Часто говорят: ах, какое чудесное слово, оно употреблялось таким-то поэтом! Так, Ломоносов думал: чем больше славянских слов, тем выше «штиль», а там, где нет славянских слов, — это подлый «штиль». Так вот, не хотел Маяковский писать высоким «штилем», а хотел писать «подлым штилем». Высокий «штиль» — это особенно захватанный стиль. Первые поэты нежными, вдохновенными пальцами эти слова формировали, потом пришли другие с более грубыми пальцами и, так сказать, затирали их, а дальше пришли с лапами, которые сами, может быть, никаких слов не придумали, не выработали, но при старых, готовых словах даже со своими лапами могли идти за музыкантов. А Маяковский копнул совершенно новую лексику, такие слова, которые либо уже лежали пластами в земле, но не были, как новина, взодраны поэтическим плугом, или те, которые только что зарождались, — как коралловые рифы обрастают живыми полипами, — их нужно было сделать языком поэзии. И Маяковский это делал. А вот говорили, что это снижение. Почему? Потому что такими словами и ломовые извозчики говорят, и на митинге говорят. Да, верно, говорят, потому что это живые слова. Маяковский мертвых слов не употребляет.

Построение фраз. Говорят: построение фраз, во-первых, часто тоже вульгарное, уличное, а во-вторых, иногда бывает чрезвычайно неожиданным, не тем, какое принято в синтаксисе, ц производит впечатление фразеологических выкрутасов.

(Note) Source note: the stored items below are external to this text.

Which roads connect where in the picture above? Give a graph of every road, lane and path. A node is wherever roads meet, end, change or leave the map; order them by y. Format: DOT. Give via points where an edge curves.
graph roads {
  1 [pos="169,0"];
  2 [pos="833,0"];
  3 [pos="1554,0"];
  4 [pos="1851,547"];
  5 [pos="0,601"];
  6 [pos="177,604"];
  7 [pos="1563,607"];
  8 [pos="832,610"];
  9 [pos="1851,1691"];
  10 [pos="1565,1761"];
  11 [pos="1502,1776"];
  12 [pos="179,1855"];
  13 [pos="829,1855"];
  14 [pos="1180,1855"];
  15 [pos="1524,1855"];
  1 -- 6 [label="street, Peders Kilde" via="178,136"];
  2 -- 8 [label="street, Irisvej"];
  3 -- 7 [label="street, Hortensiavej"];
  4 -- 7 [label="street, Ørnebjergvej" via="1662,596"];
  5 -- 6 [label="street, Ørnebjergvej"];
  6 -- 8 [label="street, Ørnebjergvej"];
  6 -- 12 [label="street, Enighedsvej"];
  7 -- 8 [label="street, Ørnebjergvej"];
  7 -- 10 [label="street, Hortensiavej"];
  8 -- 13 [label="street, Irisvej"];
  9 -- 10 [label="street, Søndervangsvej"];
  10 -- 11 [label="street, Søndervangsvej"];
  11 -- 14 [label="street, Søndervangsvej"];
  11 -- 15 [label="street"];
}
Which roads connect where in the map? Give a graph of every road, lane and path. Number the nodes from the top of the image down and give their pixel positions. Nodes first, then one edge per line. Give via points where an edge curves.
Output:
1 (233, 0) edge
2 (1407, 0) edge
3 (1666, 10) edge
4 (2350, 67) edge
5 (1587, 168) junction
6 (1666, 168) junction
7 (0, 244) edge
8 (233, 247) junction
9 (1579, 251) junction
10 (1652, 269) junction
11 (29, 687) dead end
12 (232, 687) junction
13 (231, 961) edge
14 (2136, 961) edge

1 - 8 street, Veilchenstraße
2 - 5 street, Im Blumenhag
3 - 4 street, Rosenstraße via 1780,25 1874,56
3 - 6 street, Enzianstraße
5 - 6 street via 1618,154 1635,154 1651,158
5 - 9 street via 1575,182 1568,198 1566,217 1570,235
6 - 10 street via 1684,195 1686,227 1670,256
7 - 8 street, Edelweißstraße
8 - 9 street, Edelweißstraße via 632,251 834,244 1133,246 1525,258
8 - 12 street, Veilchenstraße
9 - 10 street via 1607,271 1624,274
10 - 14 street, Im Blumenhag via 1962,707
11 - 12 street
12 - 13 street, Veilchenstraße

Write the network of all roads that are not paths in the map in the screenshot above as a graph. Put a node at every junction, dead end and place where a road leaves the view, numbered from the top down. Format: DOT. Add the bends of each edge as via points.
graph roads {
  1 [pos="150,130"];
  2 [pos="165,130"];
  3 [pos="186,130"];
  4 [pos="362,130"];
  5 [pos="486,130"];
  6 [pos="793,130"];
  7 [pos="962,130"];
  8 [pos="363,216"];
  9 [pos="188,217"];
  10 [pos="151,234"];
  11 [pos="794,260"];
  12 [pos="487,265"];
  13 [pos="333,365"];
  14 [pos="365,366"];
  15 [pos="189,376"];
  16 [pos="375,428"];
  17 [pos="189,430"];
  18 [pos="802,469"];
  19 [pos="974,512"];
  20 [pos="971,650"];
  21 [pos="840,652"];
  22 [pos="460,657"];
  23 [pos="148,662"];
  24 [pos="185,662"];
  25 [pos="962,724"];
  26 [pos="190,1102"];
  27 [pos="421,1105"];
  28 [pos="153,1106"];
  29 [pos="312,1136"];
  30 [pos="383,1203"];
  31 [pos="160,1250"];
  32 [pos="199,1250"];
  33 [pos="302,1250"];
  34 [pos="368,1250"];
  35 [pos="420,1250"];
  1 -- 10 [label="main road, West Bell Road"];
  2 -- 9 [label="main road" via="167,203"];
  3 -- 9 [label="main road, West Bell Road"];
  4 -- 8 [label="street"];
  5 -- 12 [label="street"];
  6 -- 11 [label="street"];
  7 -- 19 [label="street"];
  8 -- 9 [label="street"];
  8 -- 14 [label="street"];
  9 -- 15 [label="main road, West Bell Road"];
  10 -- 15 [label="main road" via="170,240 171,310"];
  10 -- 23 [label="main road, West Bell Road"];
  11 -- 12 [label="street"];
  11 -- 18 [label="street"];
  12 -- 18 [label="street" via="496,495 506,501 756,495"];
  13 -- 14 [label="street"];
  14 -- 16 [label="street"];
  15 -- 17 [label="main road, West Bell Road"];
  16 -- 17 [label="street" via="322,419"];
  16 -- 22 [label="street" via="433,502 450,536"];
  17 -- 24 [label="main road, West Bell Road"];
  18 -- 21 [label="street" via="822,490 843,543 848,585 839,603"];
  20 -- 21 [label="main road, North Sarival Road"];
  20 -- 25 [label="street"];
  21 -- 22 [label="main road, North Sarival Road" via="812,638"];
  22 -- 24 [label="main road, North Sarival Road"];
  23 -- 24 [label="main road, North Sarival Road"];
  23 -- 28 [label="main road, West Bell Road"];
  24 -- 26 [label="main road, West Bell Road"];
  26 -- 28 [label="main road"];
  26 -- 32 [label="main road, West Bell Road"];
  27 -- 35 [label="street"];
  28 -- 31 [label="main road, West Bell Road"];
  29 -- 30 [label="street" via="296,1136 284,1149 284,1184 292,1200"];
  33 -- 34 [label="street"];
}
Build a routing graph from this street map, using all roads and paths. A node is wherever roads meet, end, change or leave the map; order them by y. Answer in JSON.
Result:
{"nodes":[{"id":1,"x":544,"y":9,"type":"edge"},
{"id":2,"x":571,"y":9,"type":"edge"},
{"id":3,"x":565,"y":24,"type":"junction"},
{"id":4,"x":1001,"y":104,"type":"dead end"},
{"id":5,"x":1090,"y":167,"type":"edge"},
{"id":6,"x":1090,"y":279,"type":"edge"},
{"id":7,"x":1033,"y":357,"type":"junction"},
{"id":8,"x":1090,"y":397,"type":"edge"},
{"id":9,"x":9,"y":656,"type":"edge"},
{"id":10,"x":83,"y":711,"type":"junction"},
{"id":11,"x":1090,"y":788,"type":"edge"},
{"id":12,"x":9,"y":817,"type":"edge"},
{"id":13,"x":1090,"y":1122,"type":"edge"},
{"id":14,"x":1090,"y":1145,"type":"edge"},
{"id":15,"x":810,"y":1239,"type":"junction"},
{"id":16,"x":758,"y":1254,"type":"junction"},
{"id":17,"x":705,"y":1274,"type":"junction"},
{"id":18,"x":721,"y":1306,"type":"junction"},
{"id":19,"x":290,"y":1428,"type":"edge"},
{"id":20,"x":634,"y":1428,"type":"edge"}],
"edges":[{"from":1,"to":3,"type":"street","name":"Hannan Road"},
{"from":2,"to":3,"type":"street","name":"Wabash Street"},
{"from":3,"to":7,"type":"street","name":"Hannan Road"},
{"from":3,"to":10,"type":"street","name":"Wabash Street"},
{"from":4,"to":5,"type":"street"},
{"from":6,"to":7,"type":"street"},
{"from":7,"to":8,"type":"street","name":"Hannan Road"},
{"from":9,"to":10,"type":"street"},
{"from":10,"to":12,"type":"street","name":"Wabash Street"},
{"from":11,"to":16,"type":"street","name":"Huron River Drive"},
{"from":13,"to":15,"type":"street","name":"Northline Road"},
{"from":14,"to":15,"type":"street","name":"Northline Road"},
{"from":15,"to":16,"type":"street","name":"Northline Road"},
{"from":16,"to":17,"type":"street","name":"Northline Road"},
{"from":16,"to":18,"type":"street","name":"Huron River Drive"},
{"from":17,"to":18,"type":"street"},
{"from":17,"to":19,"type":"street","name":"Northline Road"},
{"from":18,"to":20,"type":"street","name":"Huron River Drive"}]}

Делалось это потому, что и фразу Маяковский ловил живую. Само собой разумеется, слова творить труднее, чем пользоваться готовыми, но Маяковский творил многое множество слов, имел дар создавать слова, которых ни у кого во рту не было, а после него они стали переходить из уст в уста. Но что касается фраз — это другое дело. Здесь каждый человек является виртуозом и творцом. Человек, который создает такие речевые формы, которые до него не употреблялись и которые оказываются чрезвычайно убедительными, — это, разумеется, человек, который по-настоящему творит в области языка. И нельзя не упомянуть, что вряд ли кто-нибудь, за исключением, может быть, такого поэта, как Пушкин, или, на другом этане — Некрасов, между ними, на известном этапе, — Лермонтов, — вряд ли кто-нибудь из писавших стихами, да и писавших прозой, сделал такие творческие завоевания в деле обновления, обогащения русского языка, какие сделал Маяковский. Это бесспорно.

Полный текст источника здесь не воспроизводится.